Слава о Михрюткином омуте пошла гулять по лесу заповедному, от него по реке широкой да полям золотистым, а там и до людей добралась. Ну, люди сперва к омуту кинулись, конечно, да только Михрюткины владения-то в самой чаще, это тебе не по опушке бродить. Сколько лесных угодий пересечь надо, а у каждого свой хозяин: где лесовик, где кикимора, где леший, где водяник аль болотник. Так что до Михрютки мало кто добирался. Кто со страху пятки салом смазывал, а иных и до смерти запугивали. А тех, кому удалось сюда попасть, уже Михрютка сам определял: мужиков отправлял к Лесному царю, пусть Его Лесничество сам решает, в кого их превратить. А вот девиц омутник в русалок обращать навострился. И так это у него ловко получалось, что все лесовики да водяники с болотниками девушек стали через свои владения к его омуту пропускать. И то сказать, деревенские девушки по характеру смирные, не балованные, рукоделию всякому обучены, старательные да внимательные. Кому неохота такую в жены получить? Так и жил омутник, особо не тужил, но ушки держал на макушке, потому что с детства привык от судьбы-капризницы ничего хорошего не ждать.
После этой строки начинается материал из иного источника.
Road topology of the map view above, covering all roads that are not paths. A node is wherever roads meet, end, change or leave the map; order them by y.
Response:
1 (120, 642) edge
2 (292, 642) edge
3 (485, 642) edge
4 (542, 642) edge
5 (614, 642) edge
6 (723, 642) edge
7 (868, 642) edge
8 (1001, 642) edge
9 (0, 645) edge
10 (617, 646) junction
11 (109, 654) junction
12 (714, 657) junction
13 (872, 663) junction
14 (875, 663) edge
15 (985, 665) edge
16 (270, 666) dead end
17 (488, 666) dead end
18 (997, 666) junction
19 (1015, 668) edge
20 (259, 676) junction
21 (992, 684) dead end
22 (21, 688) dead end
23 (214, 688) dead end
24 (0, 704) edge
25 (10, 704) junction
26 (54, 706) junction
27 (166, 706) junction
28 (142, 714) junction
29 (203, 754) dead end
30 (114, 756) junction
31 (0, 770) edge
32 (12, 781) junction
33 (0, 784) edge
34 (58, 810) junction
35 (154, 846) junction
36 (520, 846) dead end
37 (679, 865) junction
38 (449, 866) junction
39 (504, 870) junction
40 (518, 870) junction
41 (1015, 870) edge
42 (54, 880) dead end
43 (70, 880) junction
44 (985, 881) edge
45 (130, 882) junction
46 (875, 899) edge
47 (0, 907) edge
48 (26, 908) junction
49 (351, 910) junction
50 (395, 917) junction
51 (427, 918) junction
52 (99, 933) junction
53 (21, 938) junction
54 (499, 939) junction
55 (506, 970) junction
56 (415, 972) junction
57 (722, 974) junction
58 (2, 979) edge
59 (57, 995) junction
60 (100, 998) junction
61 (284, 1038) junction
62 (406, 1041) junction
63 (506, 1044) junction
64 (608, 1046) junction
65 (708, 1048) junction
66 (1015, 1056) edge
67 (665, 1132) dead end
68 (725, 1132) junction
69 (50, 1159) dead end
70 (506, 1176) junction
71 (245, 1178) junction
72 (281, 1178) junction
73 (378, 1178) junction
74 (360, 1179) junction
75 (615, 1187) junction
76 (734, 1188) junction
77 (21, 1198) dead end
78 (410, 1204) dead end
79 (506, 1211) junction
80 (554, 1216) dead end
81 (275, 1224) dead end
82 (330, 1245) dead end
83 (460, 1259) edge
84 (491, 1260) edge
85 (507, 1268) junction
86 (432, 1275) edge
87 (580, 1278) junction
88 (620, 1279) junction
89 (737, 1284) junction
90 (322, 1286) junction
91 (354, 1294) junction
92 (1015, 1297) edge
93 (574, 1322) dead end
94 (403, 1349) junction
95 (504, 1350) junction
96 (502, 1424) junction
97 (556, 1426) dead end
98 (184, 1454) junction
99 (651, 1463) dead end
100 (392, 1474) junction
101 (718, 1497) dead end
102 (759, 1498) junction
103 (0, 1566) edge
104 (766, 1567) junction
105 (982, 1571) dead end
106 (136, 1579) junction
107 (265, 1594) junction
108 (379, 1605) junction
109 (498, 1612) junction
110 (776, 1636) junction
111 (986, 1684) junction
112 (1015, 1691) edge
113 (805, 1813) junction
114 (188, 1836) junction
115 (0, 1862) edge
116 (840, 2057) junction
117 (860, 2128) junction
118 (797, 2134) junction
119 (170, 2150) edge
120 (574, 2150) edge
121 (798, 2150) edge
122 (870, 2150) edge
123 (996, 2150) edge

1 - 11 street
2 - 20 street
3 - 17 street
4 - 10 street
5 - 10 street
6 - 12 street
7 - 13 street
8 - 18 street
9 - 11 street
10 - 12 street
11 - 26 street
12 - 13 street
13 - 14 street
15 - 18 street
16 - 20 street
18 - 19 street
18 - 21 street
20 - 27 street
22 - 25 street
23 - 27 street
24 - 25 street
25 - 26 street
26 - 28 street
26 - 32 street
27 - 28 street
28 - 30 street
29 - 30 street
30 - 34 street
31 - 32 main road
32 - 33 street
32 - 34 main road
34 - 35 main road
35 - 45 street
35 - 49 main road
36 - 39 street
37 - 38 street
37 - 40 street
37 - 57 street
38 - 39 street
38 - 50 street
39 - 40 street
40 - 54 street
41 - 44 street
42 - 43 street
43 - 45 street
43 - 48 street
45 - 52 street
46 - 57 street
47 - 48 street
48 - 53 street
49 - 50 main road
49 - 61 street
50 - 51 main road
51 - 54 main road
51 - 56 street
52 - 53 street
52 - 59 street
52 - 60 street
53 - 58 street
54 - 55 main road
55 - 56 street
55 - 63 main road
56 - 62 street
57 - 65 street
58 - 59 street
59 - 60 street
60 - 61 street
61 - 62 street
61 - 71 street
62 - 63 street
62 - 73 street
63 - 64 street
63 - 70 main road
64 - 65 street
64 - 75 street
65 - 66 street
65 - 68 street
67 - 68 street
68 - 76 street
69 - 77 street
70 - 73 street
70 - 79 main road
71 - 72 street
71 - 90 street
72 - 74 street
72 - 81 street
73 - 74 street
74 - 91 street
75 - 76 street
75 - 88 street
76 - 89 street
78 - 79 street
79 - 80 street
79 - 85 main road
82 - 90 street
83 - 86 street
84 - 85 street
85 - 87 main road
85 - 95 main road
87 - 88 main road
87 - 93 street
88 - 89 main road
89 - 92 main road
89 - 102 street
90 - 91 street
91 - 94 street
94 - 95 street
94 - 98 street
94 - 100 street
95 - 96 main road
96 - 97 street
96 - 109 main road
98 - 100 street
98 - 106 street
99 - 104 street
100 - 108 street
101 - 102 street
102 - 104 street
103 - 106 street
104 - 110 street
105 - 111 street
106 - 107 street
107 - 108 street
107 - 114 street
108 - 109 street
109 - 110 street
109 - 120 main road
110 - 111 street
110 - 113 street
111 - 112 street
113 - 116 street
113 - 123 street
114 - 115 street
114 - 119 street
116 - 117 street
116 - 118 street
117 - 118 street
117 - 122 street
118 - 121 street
Вот как-то раз, прямо среди бела дня пожаловал к омуту добрый молодец. А день был летний, яркий, солнышко так разыгралось в небе, что лучи проникали сквозь самую густую листву, и даже Михрюткин омут, который звали в народе Черным, сверкал и переливался в солнечном свете подобно огромному драгоценному камню. Михрютка такие у Царя лесного видел да у вельмож, изредка в лес забредавших. Дед Онуфрий в соседнем болоте на кочке грел старые косточки да болтал с лягушками. Квакушки и принесли ему весть, что бредет по лесу гость незваный, а им о том сорока натрещала. Сороки везде летают, все видят. А бывает, и ведьма какая сорокой обернется, любопытные они, словно птицы. Дед закряхтел недовольно, поерзал на кочке, в затылке почесал, снова покряхтел и кликнул Михрютку. Лень было старому двигаться, а гость небось к омуту нацелился, так пусть хозяин его и встречает. Как удалось молодцу забраться так далеко в чащу? Скорее всего, погожий летний день тому виной. Кто из жителей лесных по делам разбрелся, кого разморило на солнышке, как вон деда Онуфрия. И лапой шевельнуть им лень. Как бы там ни было, да только добрался незваный гость до Черного омута.